Когда-то страшно было рассказывать о том, что твои предки - капиталисты. И своей родословной я особо не интересовался. Как большинство. Но когда был в одном музее в Тель-Авиве, подошли: "Хотите узнать о своей фамилии?" Искали-искали в компьютере - и ничего. А недавно я познакомился с историком-археологом, который выяснил, чем занимались мои предки. Они выходцы из Германии, поселившиеся потом на Украине. И действительно, мой прадед арендовал землю под Полтавой и владел сахарным заводом. Я слышал об этом от родителей.
А учителя учили. Ефремов - мой учитель номер один и главный пример! Он был учителем на моем курсе и в тот момент стоял на пороге создания театра "Современник". А чем тогда стал "Современник", вы сами понимаете - взрыв бомбы! Этот театр возник не желанием сверху, а усилиями снизу. Не, я не хочу сказать, что "Современник" стал эдаким эталоном русского театра, нет! Русская театральная школа задолго до этого стала Меккой мирового сценического искусства. Именно Россия определила вековые традиции мирового театра. Это Мейерхольд, Станиславский, Немирович-Данченко, Вахтангов, Таиров...

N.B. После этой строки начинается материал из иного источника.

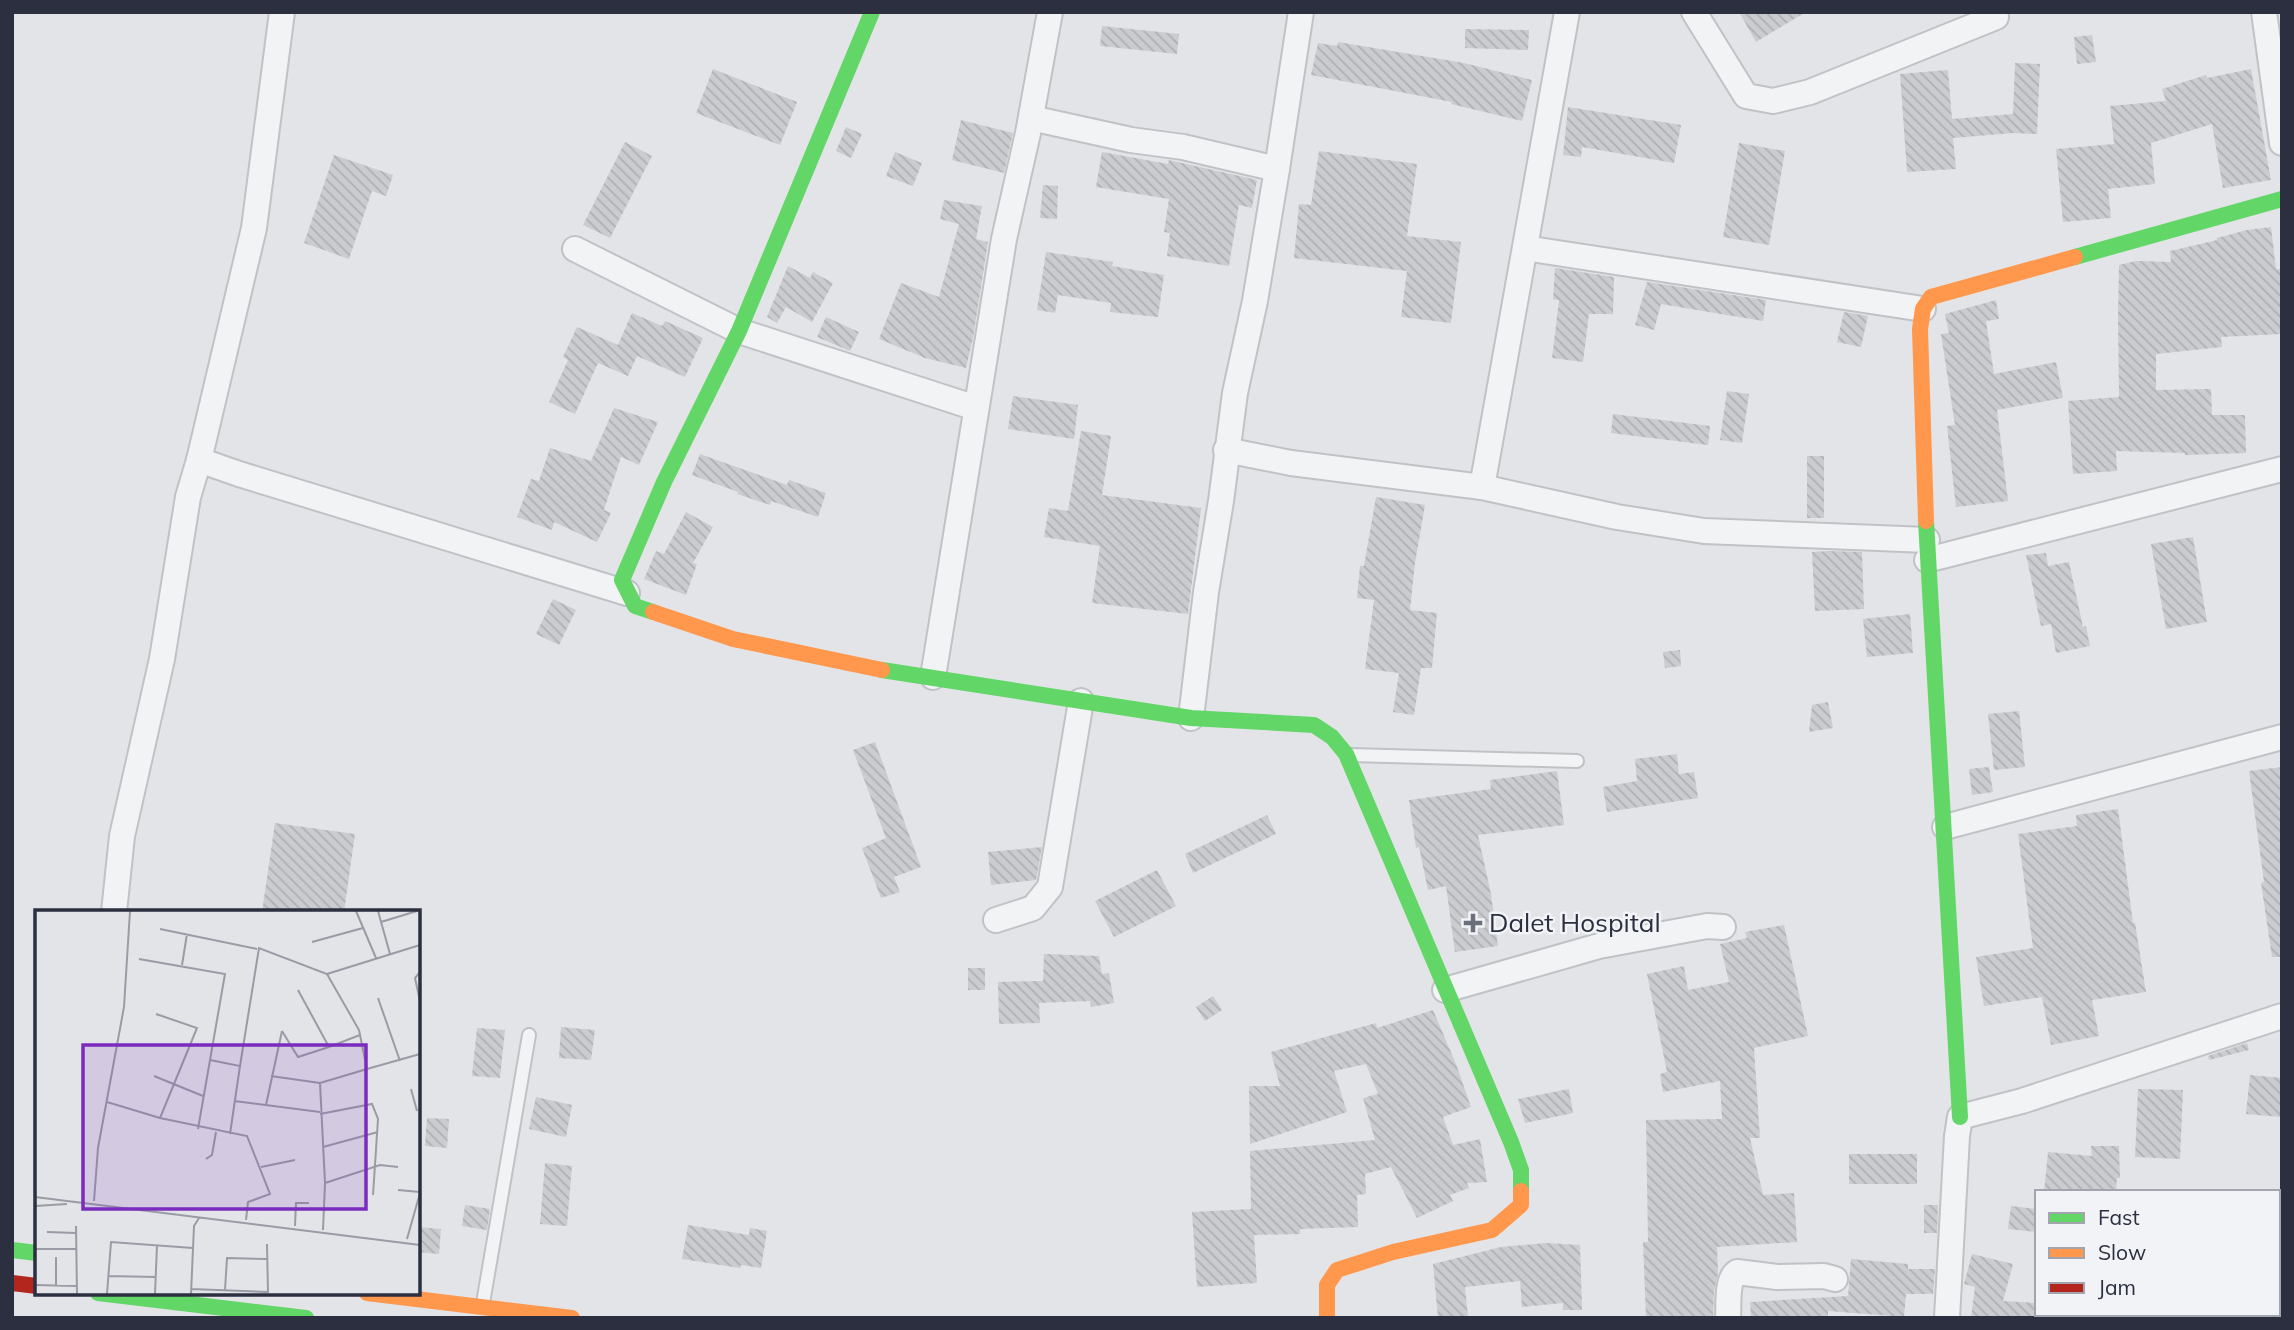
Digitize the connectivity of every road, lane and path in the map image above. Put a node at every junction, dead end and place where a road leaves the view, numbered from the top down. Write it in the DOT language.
graph roads {
  1 [pos="282,12"];
  2 [pos="872,12"];
  3 [pos="1049,12"];
  4 [pos="1301,12"];
  5 [pos="1567,12"];
  6 [pos="1695,12"];
  7 [pos="2264,12"];
  8 [pos="1999,14"];
  9 [pos="1031,118"];
  10 [pos="2282,143"];
  11 [pos="1277,169"];
  12 [pos="2282,199"];
  13 [pos="1525,248"];
  14 [pos="575,249"];
  15 [pos="1923,309"];
  16 [pos="739,331"];
  17 [pos="976,408"];
  18 [pos="1226,450"];
  19 [pos="199,460"];
  20 [pos="2282,469"];
  21 [pos="1482,487"];
  22 [pos="1927,550"];
  23 [pos="627,593"];
  24 [pos="933,677"];
  25 [pos="1081,701"];
  26 [pos="1191,718"];
  27 [pos="2282,737"];
  28 [pos="1346,754"];
  29 [pos="1577,761"];
  30 [pos="1945,827"];
  31 [pos="114,910"];
  32 [pos="996,920"];
  33 [pos="1723,927"];
  34 [pos="1445,990"];
  35 [pos="2282,1016"];
  36 [pos="529,1035"];
  37 [pos="1961,1117"];
  38 [pos="12,1250"];
  39 [pos="35,1253"];
  40 [pos="1835,1279"];
  41 [pos="12,1283"];
  42 [pos="35,1286"];
  43 [pos="115,1295"];
  44 [pos="383,1295"];
  45 [pos="482,1307"];
  46 [pos="306,1318"];
  47 [pos="572,1318"];
  48 [pos="1327,1318"];
  49 [pos="1728,1318"];
  50 [pos="1947,1318"];
  1 -- 19 [label="street"];
  2 -- 16 [label="main road"];
  3 -- 9 [label="street"];
  4 -- 11 [label="street"];
  5 -- 13 [label="street"];
  6 -- 8 [label="street"];
  7 -- 10 [label="street"];
  9 -- 11 [label="street"];
  9 -- 17 [label="street"];
  11 -- 18 [label="street"];
  12 -- 15 [label="main road"];
  13 -- 15 [label="street"];
  13 -- 21 [label="street"];
  14 -- 16 [label="street"];
  15 -- 22 [label="main road"];
  16 -- 17 [label="street"];
  16 -- 23 [label="main road"];
  17 -- 24 [label="street"];
  18 -- 21 [label="street"];
  18 -- 26 [label="street"];
  19 -- 23 [label="street"];
  19 -- 31 [label="street"];
  20 -- 22 [label="street"];
  21 -- 22 [label="street"];
  22 -- 30 [label="main road"];
  23 -- 24 [label="main road"];
  24 -- 25 [label="main road"];
  25 -- 26 [label="main road"];
  25 -- 32 [label="street"];
  26 -- 28 [label="main road"];
  27 -- 30 [label="street"];
  28 -- 29 [label="lane"];
  28 -- 34 [label="main road"];
  30 -- 37 [label="main road"];
  33 -- 34 [label="street"];
  34 -- 48 [label="main road"];
  35 -- 37 [label="street"];
  36 -- 45 [label="lane"];
  37 -- 50 [label="street"];
  38 -- 39 [label="main road"];
  40 -- 49 [label="street"];
  41 -- 42 [label="main road"];
  43 -- 46 [label="main road"];
  44 -- 45 [label="main road"];
  45 -- 47 [label="main road"];
}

Мой дебют состоялся на сцене Театра имени Моссовета. Кто был моим первым партнером? Любовь Орлова! Мы ставили пьесу "Лиззи Маккей", где Любовь Петровна играла главную роль. Я впервые увидел живую легенду. Она вышла из машины в шубе с поднятым воротником, без головного убора, маленькая такая, немолодая уже женщина. А на сцене! Боже, на сцене это была просто богиня, изумительная дама, которая могла себе позволить даже раздеваться чуть ли не донага. И вы знаете, я был сражен ее великолепием! Какая спортивная фигура! Какие линии тела! Потом, когда занавес закрывался, а она уходила за кулисы, я понимал, чего это ей стоило. Но вскоре занавес открывался и она вновь преображалась. Это была Любовь Орлова.
А дальше - Вера Павловна Марецкая, Ростислав Плятт... Играл я вместе с ними довольно приличные роли.
Но ушел. Ушел к молодым, к Андрею Александровичу Гончарову. Позже к Анатолию Васильевичу Эфросу. А этот переход был вполне осознанным и серьезным. Я просто понял, что будущее уже за молодыми. Там, где я начинал, много было интересного, но, увы, рано или поздно все должно было закончиться. Надвигалось другое время.
Лет 40 назад начались мои сатирические произведения. Все эпиграммы, стихотворные шутки предназначались для наших театральных капустников. Ехидства не было и в помине. Терпеть не могу эту черту!
Я нажил врагов. Много. И очень жаль. Поймите меня правильно. Но ни одного из тех, кому посвящены мои эпиграммы, я не ненавижу. Совсем наоборот! Они мне нравятся, потому и возбуждают мой интерес. Мои эпиграммы посвящены талантливым и умным людям.
Те, о ком пишу, мне дороги, близки. И чем язвительнее моя эпиграмма, тем большую симпатию испытываю к этому человеку. Вот спрашивают об эпиграмме, посвященной Козакову, в которой "мужского много в нем начала, но нет мужского в нем конца". Но Козаков - мой друг! О какой злости или физиологии может идти речь?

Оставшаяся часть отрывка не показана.